Saved data entries
=== Section Start ===

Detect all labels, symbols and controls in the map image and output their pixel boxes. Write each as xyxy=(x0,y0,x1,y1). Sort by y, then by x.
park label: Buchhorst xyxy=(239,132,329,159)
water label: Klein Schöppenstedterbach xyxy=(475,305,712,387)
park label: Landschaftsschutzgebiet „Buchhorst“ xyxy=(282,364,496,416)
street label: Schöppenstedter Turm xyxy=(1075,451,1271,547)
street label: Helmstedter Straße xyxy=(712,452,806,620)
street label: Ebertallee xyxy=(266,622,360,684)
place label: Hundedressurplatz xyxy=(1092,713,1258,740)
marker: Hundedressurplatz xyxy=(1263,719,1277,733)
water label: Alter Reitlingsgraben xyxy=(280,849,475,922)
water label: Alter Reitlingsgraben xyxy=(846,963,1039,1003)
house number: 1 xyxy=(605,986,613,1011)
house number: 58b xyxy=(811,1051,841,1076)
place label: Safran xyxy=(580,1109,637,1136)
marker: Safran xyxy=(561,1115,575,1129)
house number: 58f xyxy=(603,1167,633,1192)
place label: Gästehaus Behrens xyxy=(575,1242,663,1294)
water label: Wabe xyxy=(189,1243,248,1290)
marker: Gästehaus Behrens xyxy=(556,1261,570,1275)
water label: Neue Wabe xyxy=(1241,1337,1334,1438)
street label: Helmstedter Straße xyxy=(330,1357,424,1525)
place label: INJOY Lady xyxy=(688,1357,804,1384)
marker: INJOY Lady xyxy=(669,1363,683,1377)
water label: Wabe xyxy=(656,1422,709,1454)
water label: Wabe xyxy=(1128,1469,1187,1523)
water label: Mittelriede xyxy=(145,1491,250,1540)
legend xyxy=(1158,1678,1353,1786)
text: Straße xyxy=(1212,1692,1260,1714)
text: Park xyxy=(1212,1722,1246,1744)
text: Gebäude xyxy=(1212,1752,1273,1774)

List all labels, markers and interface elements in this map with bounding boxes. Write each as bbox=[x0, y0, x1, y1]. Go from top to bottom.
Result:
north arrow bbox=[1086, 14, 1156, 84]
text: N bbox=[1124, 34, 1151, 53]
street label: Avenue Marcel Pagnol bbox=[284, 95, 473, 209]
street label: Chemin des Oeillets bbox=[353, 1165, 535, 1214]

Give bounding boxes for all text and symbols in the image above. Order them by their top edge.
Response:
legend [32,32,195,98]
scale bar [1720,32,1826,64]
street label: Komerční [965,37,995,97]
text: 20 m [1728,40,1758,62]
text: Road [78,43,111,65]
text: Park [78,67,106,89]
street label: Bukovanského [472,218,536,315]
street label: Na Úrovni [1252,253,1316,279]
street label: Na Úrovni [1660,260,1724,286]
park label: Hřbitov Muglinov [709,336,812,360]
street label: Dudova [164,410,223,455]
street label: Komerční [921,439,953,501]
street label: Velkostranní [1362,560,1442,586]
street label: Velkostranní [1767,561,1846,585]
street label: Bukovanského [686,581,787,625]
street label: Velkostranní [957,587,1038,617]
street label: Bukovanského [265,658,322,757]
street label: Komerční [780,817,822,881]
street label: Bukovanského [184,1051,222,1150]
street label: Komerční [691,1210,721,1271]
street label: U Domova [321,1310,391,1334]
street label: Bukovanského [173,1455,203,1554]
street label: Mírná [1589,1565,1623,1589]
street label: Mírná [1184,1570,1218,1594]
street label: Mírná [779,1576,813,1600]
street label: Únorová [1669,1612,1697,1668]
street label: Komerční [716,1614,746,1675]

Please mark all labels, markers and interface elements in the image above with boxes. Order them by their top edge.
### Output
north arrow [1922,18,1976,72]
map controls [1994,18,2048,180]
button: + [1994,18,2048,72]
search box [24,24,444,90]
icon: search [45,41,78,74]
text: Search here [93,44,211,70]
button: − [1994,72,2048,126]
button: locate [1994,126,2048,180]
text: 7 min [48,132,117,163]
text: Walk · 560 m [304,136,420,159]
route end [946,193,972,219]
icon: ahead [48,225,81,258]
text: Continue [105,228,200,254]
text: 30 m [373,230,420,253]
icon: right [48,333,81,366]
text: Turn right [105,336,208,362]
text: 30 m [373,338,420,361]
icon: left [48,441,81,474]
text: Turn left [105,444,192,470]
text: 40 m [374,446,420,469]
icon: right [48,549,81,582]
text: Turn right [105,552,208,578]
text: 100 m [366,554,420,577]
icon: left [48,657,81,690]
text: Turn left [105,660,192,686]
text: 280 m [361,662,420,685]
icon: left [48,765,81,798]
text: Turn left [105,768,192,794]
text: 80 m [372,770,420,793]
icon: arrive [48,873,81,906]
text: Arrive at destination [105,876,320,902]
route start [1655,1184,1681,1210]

=== Section End ===

Among the entries, find each line that includes the string "Wabe" and copy it.

water label: Wabe xyxy=(189,1243,248,1290)
water label: Neue Wabe xyxy=(1241,1337,1334,1438)
water label: Wabe xyxy=(656,1422,709,1454)
water label: Wabe xyxy=(1128,1469,1187,1523)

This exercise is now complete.